● Instructions to follow: The data must be reproduced verbatim; images are to be omitted.

● Data:
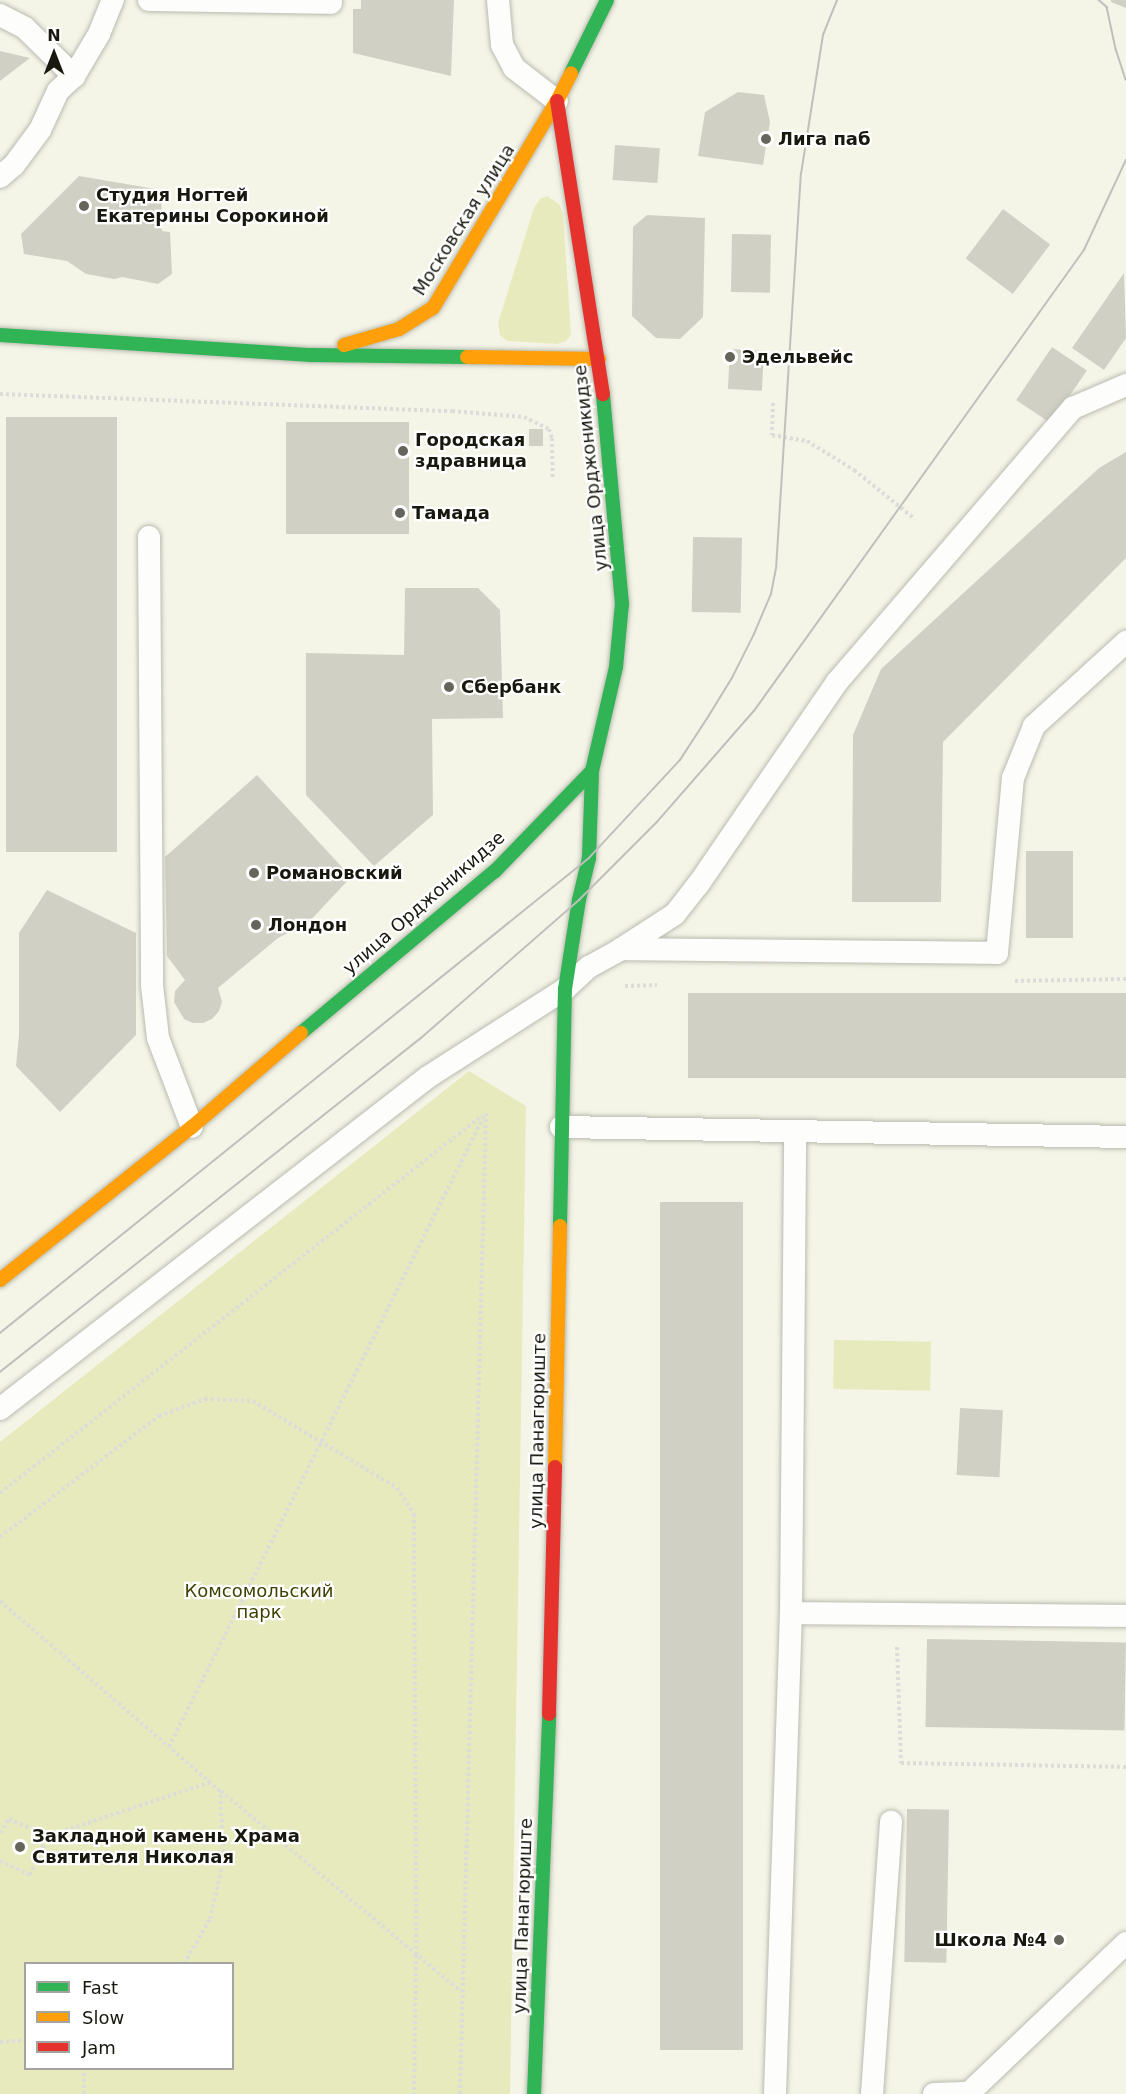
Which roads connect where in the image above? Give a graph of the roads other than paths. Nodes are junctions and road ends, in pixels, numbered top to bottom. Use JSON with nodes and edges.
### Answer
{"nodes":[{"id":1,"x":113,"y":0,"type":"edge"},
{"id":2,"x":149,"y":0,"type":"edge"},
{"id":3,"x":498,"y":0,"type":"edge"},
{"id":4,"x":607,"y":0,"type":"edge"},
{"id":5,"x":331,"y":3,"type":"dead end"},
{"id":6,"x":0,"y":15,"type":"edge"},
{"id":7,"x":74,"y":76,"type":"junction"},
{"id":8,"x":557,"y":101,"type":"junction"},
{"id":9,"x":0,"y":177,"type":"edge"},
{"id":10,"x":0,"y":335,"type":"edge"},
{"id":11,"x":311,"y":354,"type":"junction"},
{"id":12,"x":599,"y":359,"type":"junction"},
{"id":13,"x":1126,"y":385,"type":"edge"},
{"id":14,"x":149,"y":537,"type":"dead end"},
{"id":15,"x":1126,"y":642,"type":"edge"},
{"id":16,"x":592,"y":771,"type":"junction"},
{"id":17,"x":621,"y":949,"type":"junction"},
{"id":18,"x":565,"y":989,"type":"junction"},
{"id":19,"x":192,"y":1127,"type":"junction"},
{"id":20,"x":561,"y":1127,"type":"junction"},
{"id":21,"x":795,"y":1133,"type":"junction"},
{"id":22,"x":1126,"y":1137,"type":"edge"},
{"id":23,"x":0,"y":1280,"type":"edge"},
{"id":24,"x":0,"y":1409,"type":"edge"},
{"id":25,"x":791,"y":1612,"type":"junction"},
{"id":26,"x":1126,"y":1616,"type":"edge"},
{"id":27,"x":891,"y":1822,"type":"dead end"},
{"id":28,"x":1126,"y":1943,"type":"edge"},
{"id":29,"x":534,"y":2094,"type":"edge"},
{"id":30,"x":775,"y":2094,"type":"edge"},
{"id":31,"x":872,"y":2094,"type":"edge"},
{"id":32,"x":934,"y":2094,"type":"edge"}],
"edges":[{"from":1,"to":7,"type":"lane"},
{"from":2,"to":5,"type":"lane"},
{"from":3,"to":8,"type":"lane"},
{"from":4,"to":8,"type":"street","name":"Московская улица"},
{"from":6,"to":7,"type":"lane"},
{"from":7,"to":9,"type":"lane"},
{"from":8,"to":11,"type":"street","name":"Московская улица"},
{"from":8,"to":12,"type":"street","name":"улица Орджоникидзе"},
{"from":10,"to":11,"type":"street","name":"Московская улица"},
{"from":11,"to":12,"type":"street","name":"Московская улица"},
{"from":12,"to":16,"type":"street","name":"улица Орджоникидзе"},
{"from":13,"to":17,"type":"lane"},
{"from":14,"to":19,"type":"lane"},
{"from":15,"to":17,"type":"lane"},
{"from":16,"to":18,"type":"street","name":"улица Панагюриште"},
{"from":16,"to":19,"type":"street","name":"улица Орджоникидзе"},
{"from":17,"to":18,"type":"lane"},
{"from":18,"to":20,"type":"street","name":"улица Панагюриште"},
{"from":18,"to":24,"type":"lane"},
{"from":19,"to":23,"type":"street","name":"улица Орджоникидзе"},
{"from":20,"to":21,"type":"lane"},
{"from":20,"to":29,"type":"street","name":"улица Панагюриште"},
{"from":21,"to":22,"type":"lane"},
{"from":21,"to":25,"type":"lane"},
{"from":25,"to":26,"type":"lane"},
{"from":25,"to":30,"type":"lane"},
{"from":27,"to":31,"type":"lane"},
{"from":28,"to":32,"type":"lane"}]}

● Answer to this problem:
Which roads connect where in the image above? Give a graph of the roads other than paths. Nodes are junctions and road ends, in pixels, numbered top to bottom. Use JSON with nodes and edges.
### Answer
{"nodes":[{"id":1,"x":113,"y":0,"type":"edge"},
{"id":2,"x":149,"y":0,"type":"edge"},
{"id":3,"x":498,"y":0,"type":"edge"},
{"id":4,"x":607,"y":0,"type":"edge"},
{"id":5,"x":331,"y":3,"type":"dead end"},
{"id":6,"x":0,"y":15,"type":"edge"},
{"id":7,"x":74,"y":76,"type":"junction"},
{"id":8,"x":557,"y":101,"type":"junction"},
{"id":9,"x":0,"y":177,"type":"edge"},
{"id":10,"x":0,"y":335,"type":"edge"},
{"id":11,"x":311,"y":354,"type":"junction"},
{"id":12,"x":599,"y":359,"type":"junction"},
{"id":13,"x":1126,"y":385,"type":"edge"},
{"id":14,"x":149,"y":537,"type":"dead end"},
{"id":15,"x":1126,"y":642,"type":"edge"},
{"id":16,"x":592,"y":771,"type":"junction"},
{"id":17,"x":621,"y":949,"type":"junction"},
{"id":18,"x":565,"y":989,"type":"junction"},
{"id":19,"x":192,"y":1127,"type":"junction"},
{"id":20,"x":561,"y":1127,"type":"junction"},
{"id":21,"x":795,"y":1133,"type":"junction"},
{"id":22,"x":1126,"y":1137,"type":"edge"},
{"id":23,"x":0,"y":1280,"type":"edge"},
{"id":24,"x":0,"y":1409,"type":"edge"},
{"id":25,"x":791,"y":1612,"type":"junction"},
{"id":26,"x":1126,"y":1616,"type":"edge"},
{"id":27,"x":891,"y":1822,"type":"dead end"},
{"id":28,"x":1126,"y":1943,"type":"edge"},
{"id":29,"x":534,"y":2094,"type":"edge"},
{"id":30,"x":775,"y":2094,"type":"edge"},
{"id":31,"x":872,"y":2094,"type":"edge"},
{"id":32,"x":934,"y":2094,"type":"edge"}],
"edges":[{"from":1,"to":7,"type":"lane"},
{"from":2,"to":5,"type":"lane"},
{"from":3,"to":8,"type":"lane"},
{"from":4,"to":8,"type":"street","name":"Московская улица"},
{"from":6,"to":7,"type":"lane"},
{"from":7,"to":9,"type":"lane"},
{"from":8,"to":11,"type":"street","name":"Московская улица"},
{"from":8,"to":12,"type":"street","name":"улица Орджоникидзе"},
{"from":10,"to":11,"type":"street","name":"Московская улица"},
{"from":11,"to":12,"type":"street","name":"Московская улица"},
{"from":12,"to":16,"type":"street","name":"улица Орджоникидзе"},
{"from":13,"to":17,"type":"lane"},
{"from":14,"to":19,"type":"lane"},
{"from":15,"to":17,"type":"lane"},
{"from":16,"to":18,"type":"street","name":"улица Панагюриште"},
{"from":16,"to":19,"type":"street","name":"улица Орджоникидзе"},
{"from":17,"to":18,"type":"lane"},
{"from":18,"to":20,"type":"street","name":"улица Панагюриште"},
{"from":18,"to":24,"type":"lane"},
{"from":19,"to":23,"type":"street","name":"улица Орджоникидзе"},
{"from":20,"to":21,"type":"lane"},
{"from":20,"to":29,"type":"street","name":"улица Панагюриште"},
{"from":21,"to":22,"type":"lane"},
{"from":21,"to":25,"type":"lane"},
{"from":25,"to":26,"type":"lane"},
{"from":25,"to":30,"type":"lane"},
{"from":27,"to":31,"type":"lane"},
{"from":28,"to":32,"type":"lane"}]}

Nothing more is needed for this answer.